Needless to say, there is no hard-and-fast separation between the themes explored by the essays in the two parts of the collection. Indeed, these essays share a significant area of overlap, namely, the discussion of identity. But they are also related in many other ways, for they are the fruit not only of common concerns, but of intense discussion. Of course, any principle of organization emphasizes some issues and neglects others. At least two other principles of organization could have been easily used: the relevance of history for the understanding of the condition of Hispanics/Latinos in the United States, and the importance of relational accounts of identity in conceptualizing who we are.
After providing a sketch of the contents of the two parts of this volume, this introduction will discuss briefly some of the underlying tensions between the positions defended by these authors, and will attempt to locate their discussions in the broader context of contemporary social and political philosophy.
Part 1: Hispanic/Latino Identity, Ethnicity, and Race
One of the unifying threads of this collection is the question of the status of the Hispanic/Latino category. Is it an ethnic category, a racial category, neither, or both? In the first part of this volume six papers make the question of the relationships between Hispanic/Latino identity, ethnicity, and race their central concern.

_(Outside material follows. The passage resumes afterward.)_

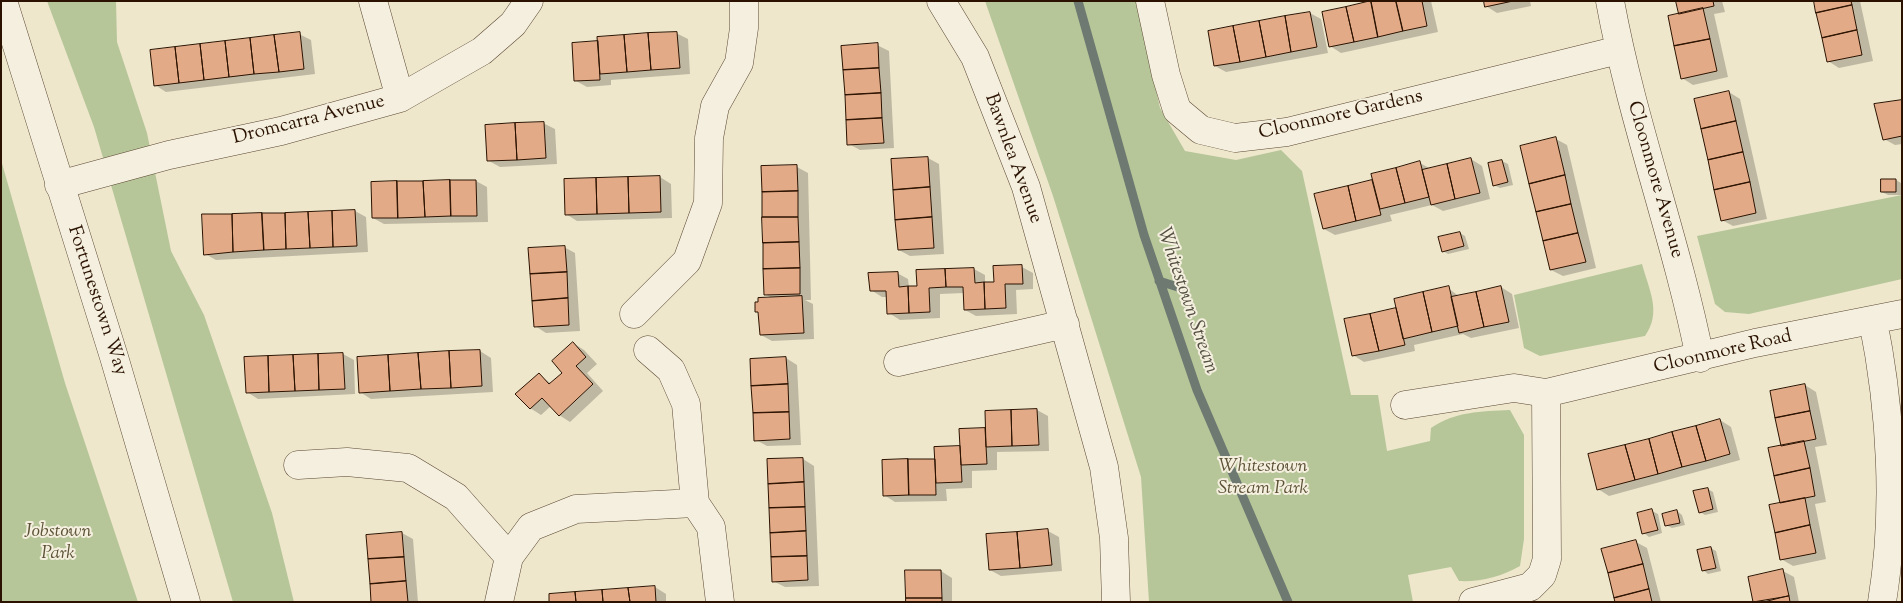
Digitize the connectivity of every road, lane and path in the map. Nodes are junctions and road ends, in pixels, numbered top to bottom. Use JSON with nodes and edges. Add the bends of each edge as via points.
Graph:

In the opening essay of , Linda Alcoff considers three alternative ways of dealing with the question of identity in relationship to the racial categories dominant in the United States. One possibility is to assimilate to the individualistic ideology pervasive in some circles in the United States and to reject the salience of group identities. This strategy, according to Alcoff, is the one that dominant groups in particular prefer, alleging that the obsession with group identity is a result of the benefit-seeking generated by welfare programs. But this, for Alcoff, gets the history backward. She points out that in emphasizing group identity, ethnic and racial groups are merely giving value to categories that were originally imposed on them, and trying to have a hand in the construction of their own identities. Alcoff also provides an illuminating explanation of the sensitivity of dominant groups to the affirmation of group identity on the part of non-Europeans: whereas some European ethnic groups can claim redress for discrimination, the claim raised by non-Europeans in the United States is often much more radical, targeting the country's legitimizing narratives. After all, these identities remind dominant groups of acts of brutalizing slavery, of the violent appropriation of land, and of the forced extinction of whole cultures and traditional ways of life.
Another strategy for conceptualizing the Hispanic/Latino identity consists of rejecting racialized designations and insisting that Hispanic/Latino is an ethnic label. This attractive strategy can be supported by attending to both metaphysical and political considerations. As to the former, it appears that Hispanic/Latino is a category that encompasses not just many nationalities, but many races as well. An ethnic understanding of the category seems to capture what ties the members of the group together, namely, some combination of common language, a shared history, a common ancestry, or different historical and cultural factors. Politically, insisting on an ethnic understanding of the Hispanic/Latino category obeys the same rationale that motivates the corresponding move in favor of the ethnic label African American in the case of blacks. This move is defended by arguing that it constitutes a rejection of essentialistic racialization in favor of the use of a label that, in being connected to culture, confers agency on those who identify themselves in this manner. Both the denial of essentialistic racialization and the affirmation of agency are said to offer the possibility of reducing racism.